Secretariat of the United Nations Convention to Combat Desertification

Group on Earth Observations – GEO Week 2023

Statement of the United Nations Convention to Combat Desertification (UNCCD)

According to the latest UN data, between 2015 and 2019, the world has been losing at least 100 million hectares of healthy and productive land every year, posing a severe threat to the lives of billions of people. This estimate, based on a partial assessment of available country data, amounts to approximately 80 per cent of the total land area of South Africa degraded globally per year.

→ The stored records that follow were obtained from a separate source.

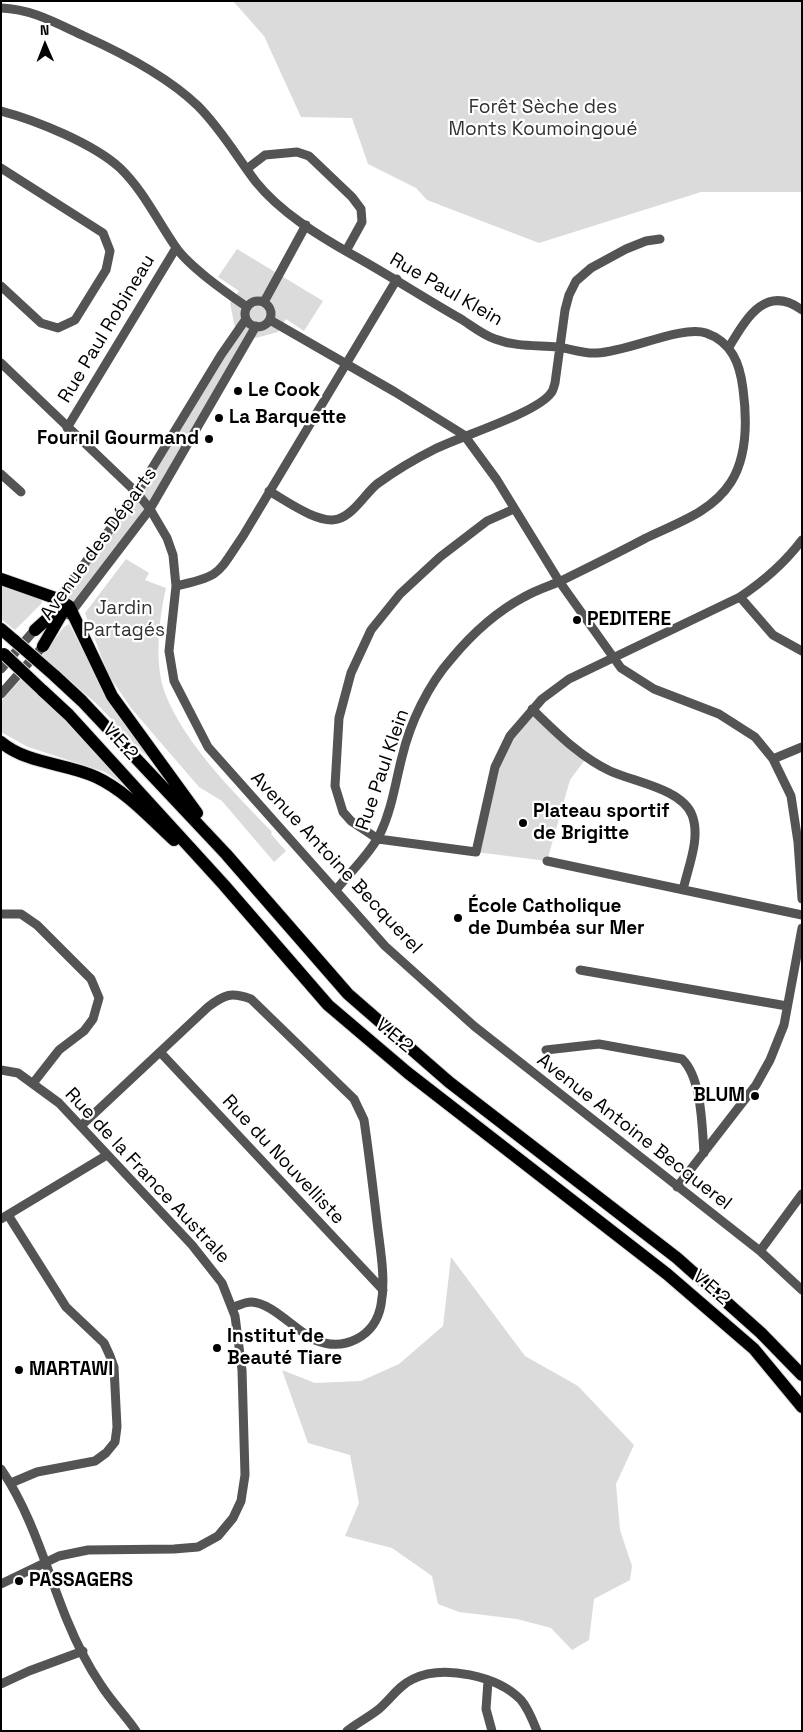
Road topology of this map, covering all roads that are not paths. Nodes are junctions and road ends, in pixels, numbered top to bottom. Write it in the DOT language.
graph roads {
  1 [pos="1,8"];
  2 [pos="1,111"];
  3 [pos="1,168"];
  4 [pos="248,168"];
  5 [pos="306,225"];
  6 [pos="660,239"];
  7 [pos="176,248"];
  8 [pos="346,251"];
  9 [pos="396,279"];
  10 [pos="1,286"];
  11 [pos="264,302"];
  12 [pos="247,307"];
  13 [pos="802,310"];
  14 [pos="246,319"];
  15 [pos="270,320"];
  16 [pos="256,326"];
  17 [pos="561,347"];
  18 [pos="730,347"];
  19 [pos="1,363"];
  20 [pos="345,364"];
  21 [pos="66,428"];
  22 [pos="464,435"];
  23 [pos="1,474"];
  24 [pos="269,491"];
  25 [pos="20,492"];
  26 [pos="137,493"];
  27 [pos="150,509"];
  28 [pos="514,509"];
  29 [pos="802,540"];
  30 [pos="1,579"];
  31 [pos="559,581"];
  32 [pos="176,586"];
  33 [pos="740,597"];
  34 [pos="64,607"];
  35 [pos="1,629"];
  36 [pos="35,630"];
  37 [pos="44,646"];
  38 [pos="802,651"];
  39 [pos="2,653"];
  40 [pos="612,658"];
  41 [pos="1,669"];
  42 [pos="1,694"];
  43 [pos="532,710"];
  44 [pos="1,742"];
  45 [pos="802,748"];
  46 [pos="773,759"];
  47 [pos="378,839"];
  48 [pos="226,854"];
  49 [pos="547,861"];
  50 [pos="224,885"];
  51 [pos="336,890"];
  52 [pos="683,890"];
  53 [pos="802,899"];
  54 [pos="1,914"];
  55 [pos="802,915"];
  56 [pos="802,928"];
  57 [pos="580,970"];
  58 [pos="787,1006"];
  59 [pos="546,1050"];
  60 [pos="160,1052"];
  61 [pos="1,1070"];
  62 [pos="34,1082"];
  63 [pos="82,1125"];
  64 [pos="704,1153"];
  65 [pos="107,1155"];
  66 [pos="678,1187"];
  67 [pos="802,1194"];
  68 [pos="5,1217"];
  69 [pos="760,1251"];
  70 [pos="382,1290"];
  71 [pos="802,1290"];
  72 [pos="232,1307"];
  73 [pos="802,1375"];
  74 [pos="802,1406"];
  75 [pos="1,1469"];
  76 [pos="11,1483"];
  77 [pos="45,1563"];
  78 [pos="1,1584"];
  79 [pos="83,1651"];
  80 [pos="488,1681"];
  81 [pos="1,1684"];
  82 [pos="136,1731"];
  83 [pos="347,1731"];
  84 [pos="492,1731"];
  85 [pos="537,1731"];
  1 -- 4 [label="street, Rue Paul Klein"];
  2 -- 7 [label="street"];
  3 -- 10 [label="street"];
  4 -- 5 [label="street, Rue Paul Klein"];
  4 -- 8 [label="street"];
  5 -- 8 [label="street, Rue Paul Klein"];
  5 -- 11 [label="street"];
  6 -- 17 [label="street"];
  7 -- 12 [label="street"];
  7 -- 21 [label="street, Rue Paul Robineau"];
  8 -- 9 [label="street, Rue Paul Klein"];
  9 -- 17 [label="street, Rue Paul Klein"];
  9 -- 20 [label="street"];
  11 -- 12 [label="street"];
  11 -- 15 [label="street"];
  12 -- 14 [label="street"];
  13 -- 18 [label="street"];
  14 -- 16 [label="street"];
  14 -- 26 [label="street, Avenue des Départs"];
  15 -- 16 [label="street"];
  15 -- 20 [label="street"];
  16 -- 27 [label="street, Avenue des Départs"];
  17 -- 18 [label="street, Rue Paul Klein"];
  17 -- 22 [label="street"];
  18 -- 31 [label="street, Rue Paul Klein"];
  19 -- 21 [label="street, Avenue Antoine Becquerel"];
  20 -- 22 [label="street"];
  20 -- 24 [label="street"];
  21 -- 26 [label="street, Avenue Antoine Becquerel"];
  22 -- 24 [label="street"];
  22 -- 28 [label="street"];
  23 -- 25 [label="street"];
  24 -- 32 [label="street"];
  26 -- 27 [label="street, Avenue Antoine Becquerel"];
  26 -- 34 [label="street, Avenue des Départs"];
  27 -- 32 [label="street, Avenue Antoine Becquerel"];
  27 -- 34 [label="street, Avenue des Départs"];
  28 -- 31 [label="street"];
  28 -- 47 [label="street"];
  29 -- 33 [label="street"];
  30 -- 34 [label="highway"];
  31 -- 40 [label="street"];
  31 -- 47 [label="street, Rue Paul Klein"];
  32 -- 51 [label="street, Avenue Antoine Becquerel"];
  33 -- 38 [label="street"];
  33 -- 40 [label="street"];
  34 -- 36 [label="highway"];
  34 -- 37 [label="highway"];
  34 -- 48 [label="highway"];
  35 -- 48 [label="highway, V.E.2, bridge"];
  36 -- 41 [label="street, Avenue des Départs"];
  37 -- 42 [label="street, Avenue des Départs"];
  39 -- 50 [label="highway, V.E.2, bridge"];
  40 -- 43 [label="street"];
  40 -- 46 [label="street"];
  43 -- 47 [label="street"];
  43 -- 52 [label="street"];
  44 -- 50 [label="highway"];
  45 -- 46 [label="street"];
  46 -- 53 [label="street"];
  47 -- 51 [label="street, Rue Paul Klein"];
  48 -- 73 [label="highway, V.E.2"];
  49 -- 52 [label="street"];
  50 -- 74 [label="highway, V.E.2"];
  51 -- 66 [label="street, Avenue Antoine Becquerel"];
  52 -- 55 [label="street"];
  54 -- 62 [label="street"];
  56 -- 58 [label="street"];
  57 -- 58 [label="street"];
  58 -- 64 [label="street"];
  59 -- 64 [label="street"];
  60 -- 63 [label="street"];
  60 -- 70 [label="street, Rue du Nouvelliste"];
  60 -- 70 [label="street"];
  61 -- 62 [label="street, Rue de la France Australe"];
  62 -- 63 [label="street, Rue de la France Australe"];
  63 -- 65 [label="street, Rue de la France Australe"];
  64 -- 66 [label="street"];
  65 -- 68 [label="street"];
  65 -- 72 [label="street, Rue de la France Australe"];
  66 -- 69 [label="street, Avenue Antoine Becquerel"];
  67 -- 69 [label="street"];
  68 -- 76 [label="street"];
  69 -- 71 [label="street, Avenue Antoine Becquerel"];
  70 -- 72 [label="street"];
  72 -- 77 [label="street, Rue de la France Australe"];
  75 -- 76 [label="street"];
  76 -- 77 [label="street"];
  77 -- 78 [label="street, Rue de la France Australe"];
  77 -- 79 [label="street"];
  79 -- 81 [label="street"];
  79 -- 82 [label="street"];
  80 -- 83 [label="street"];
  80 -- 84 [label="street"];
  80 -- 85 [label="street"];
}
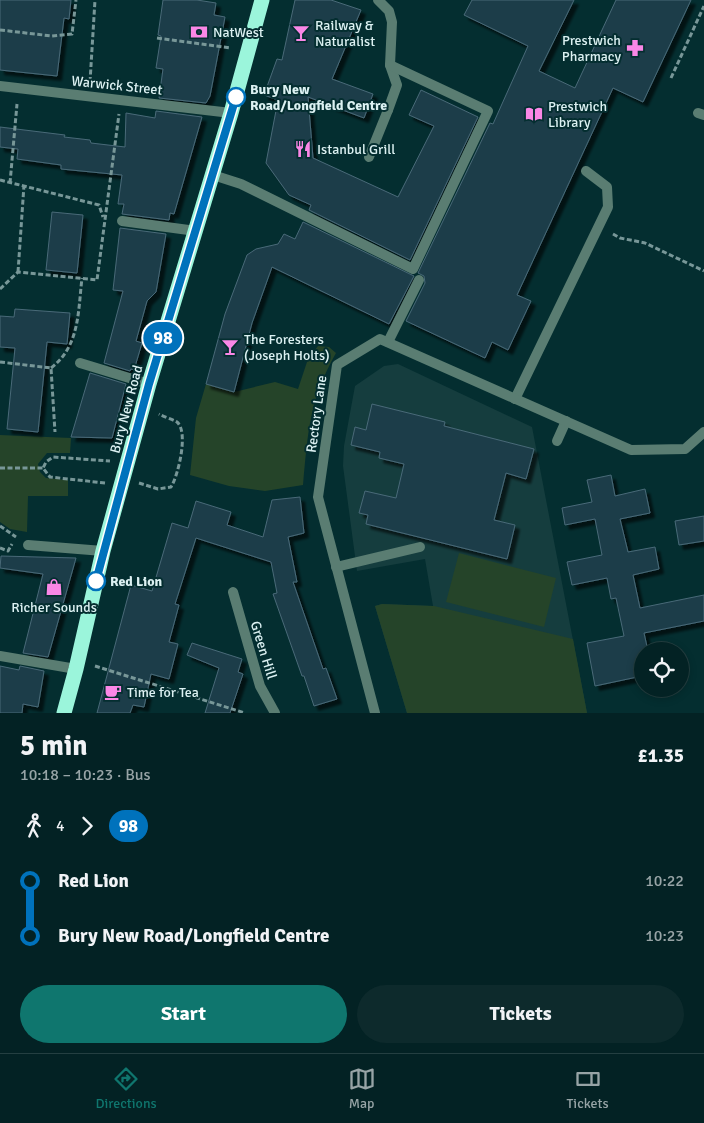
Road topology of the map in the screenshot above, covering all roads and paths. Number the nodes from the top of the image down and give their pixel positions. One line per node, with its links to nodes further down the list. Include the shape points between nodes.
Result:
1 (76, 0): 6 (path, via 72,34 52,36)
2 (95, 0): 13 (path)
3 (262, 0): 8 (highway, Bury New Road)
4 (378, 0): 9 (street, via 389,11 392,22)
5 (704, 6): 10 (path)
6 (0, 30)
7 (157, 38): 8 (path)
8 (249, 50): 15 (highway, Bury New Road)
9 (390, 65): 16 (street, via 398,85); 18 (street, via 488,111 413,269 241,184)
10 (671, 78)
11 (0, 86): 12 (street, Warwick Street)
12 (19, 89): 13 (street, Warwick Street); 20 (path)
13 (88, 95): 14 (street, Warwick Street)
14 (121, 99): 15 (street, Warwick Street); 22 (path)
15 (231, 113): 18 (highway, Bury New Road)
16 (369, 157)
17 (586, 171): 24 (street, via 607,187 608,207)
18 (213, 175): 25 (highway, Bury New Road)
19 (0, 180): 20 (path)
20 (10, 183): 21 (path)
21 (24, 186): 22 (path, via 99,205); 27 (path)
22 (104, 219): 28 (path, via 97,280)
23 (122, 221): 25 (street)
24 (599, 226): 26 (path, via 620,238 645,243); 36 (street)
25 (196, 231): 35 (highway, Bury New Road)
26 (704, 271)
27 (18, 272): 28 (path); 30 (path)
28 (82, 278): 34 (path, via 76,335 62,360)
29 (419, 280): 31 (street)
30 (0, 289)
31 (388, 342): 36 (street); 51 (street, Rectory Lane, via 380,339 336,365 318,497)
32 (0, 362): 34 (path)
33 (80, 362): 35 (street)
34 (51, 368): 39 (path)
35 (149, 384): 37 (highway, Bury New Road)
36 (515, 399): 38 (street)
37 (143, 408): 42 (highway, Bury New Road); 45 (path, via 178,423 183,433 177,478 171,487 158,489)
38 (566, 422): 40 (street, via 631,450 685,449); 41 (street)
39 (54, 432)
40 (704, 432)
41 (558, 441)
42 (129, 463): 44 (path, via 53,457); 45 (highway, Bury New Road)
43 (0, 468): 44 (path)
44 (44, 468): 45 (path, via 50,477)
45 (124, 482): 50 (highway, Bury New Road)
46 (16, 537): 49 (path, via 8,551)
47 (28, 545): 50 (street)
48 (420, 547): 51 (street)
49 (0, 548)
50 (103, 551): 54 (highway, Bury New Road)
51 (336, 567): 58 (street, Rectory Lane)
52 (233, 592): 57 (street, Green Hill, via 260,686)
53 (0, 656): 54 (street)
54 (77, 665): 55 (highway, Bury New Road); 56 (path)
55 (64, 713)
56 (245, 713)
57 (275, 713)
58 (375, 713)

From 13 to 17 November 2023, Parties to the United Nations Conventions to Combat Desertification (UNCCD) will meet in Samarkand, Uzbekistan, to discuss the latest global trends in land degradation and drought, and review how countries are progressing with land restoration.

Their deliberations will be informed by a country-by-country global assessment of land degradation, which involved 115 national reports and 52 government-approved estimates, all derived from Earth Observation data sources.

The benefits of open data, as espoused by the Group on Earth Observations (GEO), have been demonstrated in this national reporting process with Parties having access to over 70 Earth observation data layers spanning 20 years and collated from the best available open data sources.

By combining cutting-edge geospatial information, technology and services, the UNCCD has successfully transformed its national reporting platform and will launch a spatially dynamic data dashboard for global access to the results in October 2023. Innovation in applying Earth observation data in support of policy decisions while increasing universal data access have been key pillars of UNCCD’s data-driven transformation in line with the Secretary General’s ‘Data Strategy for Action by Everyone, Everywhere’.

We are proud of the progress made in our journey towards data-driven decision making, which could never have been achieved in isolation.

The UNCCD is grateful for the ongoing efforts of GEO towards the development of Earth Observation solutions that accelerate action on global, societal, and environmental challenges through improved observation systems. We value GEO’s efforts to serve as a global platform for governments to gain and shared streamlined access to earth observations and the derived information, knowledge and technology, enabling them to develop national solutions to the global environmental challenges of our time.

We wish to underline the importance of the GEO Land Degradation Neutrality (LDN) flagship, a collective partnership that brings the entire Earth Observation community together to help our country Parties address land degradation through coordinated observations, technologies and tools. GEO LDN plays a crucial role in ensuring that the achievement of LDN under SDG target 15.3 is underpinned by an open, interoperable, and collaborative approach to data provision, tool design and capacity development.

The UNCCD secretariat welcomes the GEO Post-2025 Strategy which makes Earth Intelligence a central driver of transformational change as we seek to restore the balance between humanity and nature. Healthy land is essential for integrating and accelerating progress on all of the Sustainable Development Goals, and it is the cooperative spirit all Earth observation organizations have brought to the global efforts to achieve land degradation neutrality that gives full voice to the saying “the whole is far greater than the sum of the parts”.

We look forward to a strengthened collaboration between the UNCCD and the GEO to meet the needs of our Parties and your Members across the globe through both well-established initiatives, such as the GEO LDN flagship, and new ambitious endeavors like the GEO Global Ecosystem Atlas, which if successful will generate major positive impact and momentum towards achieving Agenda 2030 and the goals of the UN Decade on Ecosystem Restoration.